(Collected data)
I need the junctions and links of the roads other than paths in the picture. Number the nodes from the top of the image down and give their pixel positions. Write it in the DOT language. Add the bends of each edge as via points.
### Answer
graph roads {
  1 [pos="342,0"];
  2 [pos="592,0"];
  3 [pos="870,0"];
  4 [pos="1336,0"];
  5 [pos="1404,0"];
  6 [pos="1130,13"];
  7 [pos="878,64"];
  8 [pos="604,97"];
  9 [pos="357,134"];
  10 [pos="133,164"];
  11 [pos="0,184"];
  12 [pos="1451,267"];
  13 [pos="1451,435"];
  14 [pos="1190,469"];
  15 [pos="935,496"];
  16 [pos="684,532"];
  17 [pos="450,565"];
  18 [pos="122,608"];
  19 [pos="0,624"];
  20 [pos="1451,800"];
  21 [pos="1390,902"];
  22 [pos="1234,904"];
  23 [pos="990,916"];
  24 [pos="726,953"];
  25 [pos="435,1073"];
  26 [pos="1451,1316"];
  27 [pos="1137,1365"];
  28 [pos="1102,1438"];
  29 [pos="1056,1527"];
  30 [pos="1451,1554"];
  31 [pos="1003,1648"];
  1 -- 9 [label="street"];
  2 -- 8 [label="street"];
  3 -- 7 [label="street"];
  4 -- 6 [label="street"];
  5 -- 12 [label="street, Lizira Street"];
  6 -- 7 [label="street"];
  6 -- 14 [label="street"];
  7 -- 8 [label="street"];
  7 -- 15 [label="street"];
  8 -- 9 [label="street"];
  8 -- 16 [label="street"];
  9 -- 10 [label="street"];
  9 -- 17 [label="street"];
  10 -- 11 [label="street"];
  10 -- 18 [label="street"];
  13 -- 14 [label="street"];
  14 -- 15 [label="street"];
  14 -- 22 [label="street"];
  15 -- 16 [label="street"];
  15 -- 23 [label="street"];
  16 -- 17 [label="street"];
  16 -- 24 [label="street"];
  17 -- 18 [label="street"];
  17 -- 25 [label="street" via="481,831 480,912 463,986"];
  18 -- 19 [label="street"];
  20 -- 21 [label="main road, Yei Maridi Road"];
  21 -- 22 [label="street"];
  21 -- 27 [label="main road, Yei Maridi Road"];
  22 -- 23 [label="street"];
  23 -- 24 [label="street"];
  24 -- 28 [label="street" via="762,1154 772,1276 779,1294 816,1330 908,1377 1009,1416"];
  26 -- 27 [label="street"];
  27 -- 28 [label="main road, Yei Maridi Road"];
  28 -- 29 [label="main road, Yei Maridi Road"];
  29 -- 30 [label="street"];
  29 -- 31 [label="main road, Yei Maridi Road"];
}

:: TASK INSTRUCTIONS ::
Return, in full, every line of these entries that holds "roads".

:: RESPONSE AREA ::
I need the junctions and links of the roads other than paths in the picture. Number the nodes from the top of the image down and give their pixel positions. Write it in the DOT language. Add the bends of each edge as via points.
graph roads {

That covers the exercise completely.